ESPN’s Charlie Creme On His Bracket Concerning UConn

by Categorized: 2014 NCAA women's tournament, 2014 Women's Final Four, ESPN, UConn women's basketball Date:

In anticipation of Monday’s NCAA Division I women’s basketball tournament selection show, ESPN put its veteran bracketologist, Charlie Creme, on a conference call this morning.

I asked him the question many would like answered: Is UConn going to be sent to Louisville or Lincoln, NE –  and why.

After placing UConn at Louisville all season as the No. 1 seed, setting up a possible fourth meeting with the Cardinals in an Elite Eight game, Creme changed up this week by playing UConn in Lincoln with Baylor as its No. 2 seed.

“The reason I have had it set up the way I did for so long is this was the way the selection committee has done it for the last few years,” Creme said. “But Sunday [when Creme moved the Huskies to Lincoln] was because there have been years, as in 2009, when the selection committee did not follow its stated but not mandatory policy about geography [regarding geographic proximity for the top seed]. They clearly violated it that year.

“But it wasn’t as clear [a violation] and it didn’t have the ramifications or generate the discussion [sending to UConn to Louisville would]. There is precedent for doing the bracket in a way that it is not necessarily strict to the geographic mileage code, so to speak.

“Now, since then [2009] they have returned to the code. And mostly, it’s been discussed negatively, as if its not the right way to build a bracket, especially by keeping teams in the same bracket together.

“I don’t know that sending UConn to Lincoln would be accommodating the politics [for it]. I do believe it would be a better bracket with UConn there. I also don’t believe Louisville is the No. 8 overall seed [which would naturally pair it with UConn's expected No. 1]. I don’t think Louisville is the best [2nd seed] either. I think Louisville falls to No. 6 or No. 7 [overall].

“But the reason, I changed my mind goes back to 2008 when UConn and Rutgers were placed together. There was strong initial outrage about it. The coaches were upset. The media was upset. It didn’t seem to make a lot of sense. There was a lot of criticism. And in 2009, for whatever reason, the committee went away from the concept of grouping conference teams. Baylor and Oklahoma should have been together that year, based on geography, and it wasn’t done.

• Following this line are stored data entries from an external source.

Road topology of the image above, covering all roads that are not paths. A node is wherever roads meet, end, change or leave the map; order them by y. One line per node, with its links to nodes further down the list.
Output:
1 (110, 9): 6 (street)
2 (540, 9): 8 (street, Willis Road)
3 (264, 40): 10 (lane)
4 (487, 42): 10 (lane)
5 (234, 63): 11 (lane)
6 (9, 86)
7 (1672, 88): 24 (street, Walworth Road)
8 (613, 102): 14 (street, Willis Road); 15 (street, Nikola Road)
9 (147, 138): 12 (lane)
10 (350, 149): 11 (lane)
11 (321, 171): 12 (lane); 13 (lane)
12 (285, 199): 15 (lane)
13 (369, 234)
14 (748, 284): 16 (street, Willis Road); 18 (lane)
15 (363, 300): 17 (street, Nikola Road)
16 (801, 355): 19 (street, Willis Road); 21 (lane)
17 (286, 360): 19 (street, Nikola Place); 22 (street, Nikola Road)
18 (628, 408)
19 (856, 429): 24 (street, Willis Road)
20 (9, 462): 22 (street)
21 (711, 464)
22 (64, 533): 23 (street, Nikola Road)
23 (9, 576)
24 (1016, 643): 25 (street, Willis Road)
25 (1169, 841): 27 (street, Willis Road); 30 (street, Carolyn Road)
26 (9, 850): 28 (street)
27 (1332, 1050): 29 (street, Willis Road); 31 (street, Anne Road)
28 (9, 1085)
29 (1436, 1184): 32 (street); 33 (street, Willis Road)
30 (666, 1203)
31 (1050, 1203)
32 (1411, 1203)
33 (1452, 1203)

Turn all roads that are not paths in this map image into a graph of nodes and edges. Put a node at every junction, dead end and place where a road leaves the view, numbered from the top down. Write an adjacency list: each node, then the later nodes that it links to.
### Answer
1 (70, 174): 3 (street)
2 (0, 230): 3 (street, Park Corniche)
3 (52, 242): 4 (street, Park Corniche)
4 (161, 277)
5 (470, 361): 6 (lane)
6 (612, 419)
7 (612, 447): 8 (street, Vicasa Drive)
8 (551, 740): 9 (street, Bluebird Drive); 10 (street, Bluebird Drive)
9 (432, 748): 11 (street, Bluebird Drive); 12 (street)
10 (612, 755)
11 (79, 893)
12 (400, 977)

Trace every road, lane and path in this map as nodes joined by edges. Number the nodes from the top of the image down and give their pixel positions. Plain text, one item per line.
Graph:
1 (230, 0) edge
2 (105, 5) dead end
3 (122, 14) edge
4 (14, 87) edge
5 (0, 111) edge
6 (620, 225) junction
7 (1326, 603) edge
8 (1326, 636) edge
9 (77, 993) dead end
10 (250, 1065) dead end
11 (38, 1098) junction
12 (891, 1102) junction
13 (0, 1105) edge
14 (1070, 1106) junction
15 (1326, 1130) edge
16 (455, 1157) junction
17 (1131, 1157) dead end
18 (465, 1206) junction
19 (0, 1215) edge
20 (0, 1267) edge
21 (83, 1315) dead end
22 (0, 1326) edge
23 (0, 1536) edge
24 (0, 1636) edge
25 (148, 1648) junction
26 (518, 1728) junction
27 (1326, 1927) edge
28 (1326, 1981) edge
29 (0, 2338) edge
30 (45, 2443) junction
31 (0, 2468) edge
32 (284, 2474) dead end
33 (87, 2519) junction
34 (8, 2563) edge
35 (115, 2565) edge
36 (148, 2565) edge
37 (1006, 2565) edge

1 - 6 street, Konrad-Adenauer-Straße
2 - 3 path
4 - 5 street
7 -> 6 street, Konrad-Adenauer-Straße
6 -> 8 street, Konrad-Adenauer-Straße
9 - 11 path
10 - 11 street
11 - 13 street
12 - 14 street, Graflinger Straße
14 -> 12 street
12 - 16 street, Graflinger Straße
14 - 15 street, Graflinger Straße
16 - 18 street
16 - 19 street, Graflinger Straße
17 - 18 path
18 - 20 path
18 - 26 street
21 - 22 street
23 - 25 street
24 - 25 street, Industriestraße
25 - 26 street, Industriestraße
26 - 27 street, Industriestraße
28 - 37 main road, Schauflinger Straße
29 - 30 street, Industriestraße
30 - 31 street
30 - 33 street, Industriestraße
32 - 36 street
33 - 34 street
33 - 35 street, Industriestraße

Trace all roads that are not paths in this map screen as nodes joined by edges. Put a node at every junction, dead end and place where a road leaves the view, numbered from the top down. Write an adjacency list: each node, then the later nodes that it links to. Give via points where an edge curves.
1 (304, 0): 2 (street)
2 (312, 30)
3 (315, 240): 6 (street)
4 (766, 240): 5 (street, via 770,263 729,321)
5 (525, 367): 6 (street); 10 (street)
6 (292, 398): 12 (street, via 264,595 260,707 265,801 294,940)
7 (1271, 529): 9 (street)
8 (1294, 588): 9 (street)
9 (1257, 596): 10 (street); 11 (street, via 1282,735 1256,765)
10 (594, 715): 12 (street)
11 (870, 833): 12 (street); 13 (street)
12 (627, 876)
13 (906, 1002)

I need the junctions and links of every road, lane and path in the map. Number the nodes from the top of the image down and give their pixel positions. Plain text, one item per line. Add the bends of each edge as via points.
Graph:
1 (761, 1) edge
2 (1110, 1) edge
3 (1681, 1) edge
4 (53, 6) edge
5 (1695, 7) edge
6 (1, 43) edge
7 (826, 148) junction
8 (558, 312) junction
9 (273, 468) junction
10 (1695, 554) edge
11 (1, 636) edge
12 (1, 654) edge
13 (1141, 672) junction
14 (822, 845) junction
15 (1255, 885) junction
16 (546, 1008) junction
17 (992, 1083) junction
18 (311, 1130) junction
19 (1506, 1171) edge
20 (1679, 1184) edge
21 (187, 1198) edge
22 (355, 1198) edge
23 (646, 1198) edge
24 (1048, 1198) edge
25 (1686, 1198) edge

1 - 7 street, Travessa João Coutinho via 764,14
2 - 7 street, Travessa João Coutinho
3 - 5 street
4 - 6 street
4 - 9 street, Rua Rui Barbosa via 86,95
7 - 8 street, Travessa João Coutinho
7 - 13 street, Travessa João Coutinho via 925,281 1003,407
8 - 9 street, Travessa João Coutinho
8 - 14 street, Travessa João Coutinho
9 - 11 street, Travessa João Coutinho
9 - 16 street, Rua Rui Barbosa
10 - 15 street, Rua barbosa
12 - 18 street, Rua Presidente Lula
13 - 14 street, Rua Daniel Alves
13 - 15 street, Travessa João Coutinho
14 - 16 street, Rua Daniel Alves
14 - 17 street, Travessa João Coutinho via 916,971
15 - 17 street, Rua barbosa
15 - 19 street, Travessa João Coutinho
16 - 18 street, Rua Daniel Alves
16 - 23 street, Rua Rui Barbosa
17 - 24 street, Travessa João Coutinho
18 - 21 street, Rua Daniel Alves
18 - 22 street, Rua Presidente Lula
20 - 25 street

“There is a precedent set for reacting to outcry. I think the outcry this time is coming per-emptively from high profile teams with a combined four losses [Louisville is 30-4, three losses to UConn].

“In one way, the decision will be contradictory and inconsistent to what they have done in the last couple of years. But if they put UConn and Louisville together, I don’t think its the best common sense bracket.

“The difference now is, past decisions like this never required a No. 1 seed from possibly playing on another team’s floor in a regional. The decision to have regional hosts actually playing in that region is really silly to begin with. It has created this debate. It was a bad decision. I don’t understand why they [the NCAA] would do it, other than for financial reasons, a chance to up the money for one year in preparation for transitioning the tournament to a different look [in 2015].

“But for the good of the game, the public relations of the game, it was a bad and short-sighted decision. We wouldn’t even be having this conversation if the old rules were in place. UConn would be going to Louisville and the Cardinals would be going likely to South Bend and we’d be done with it.

“I don’t think there is any chance Connecticut’s history of playing regionals on their home floor [in Hartford and Bridgeport] will come into the discussion, as if the committee would be interested in just seeing what would happen. The discussion will be about what the policies are and what’s the best for the bracket and how do we come to terms with that.

“I don’t believe they would avoid sending UConn to Louisville to avoid having teams play for a fourth time in a year. Some have used that rationale for why is shouldn’t happen.

“It would be about whether the No. 1 seed should be asked to play in a hostile environment to go to the Final Four? Is that good or bad for the tournament and how does it coexist with the policy and what’s been done in the past.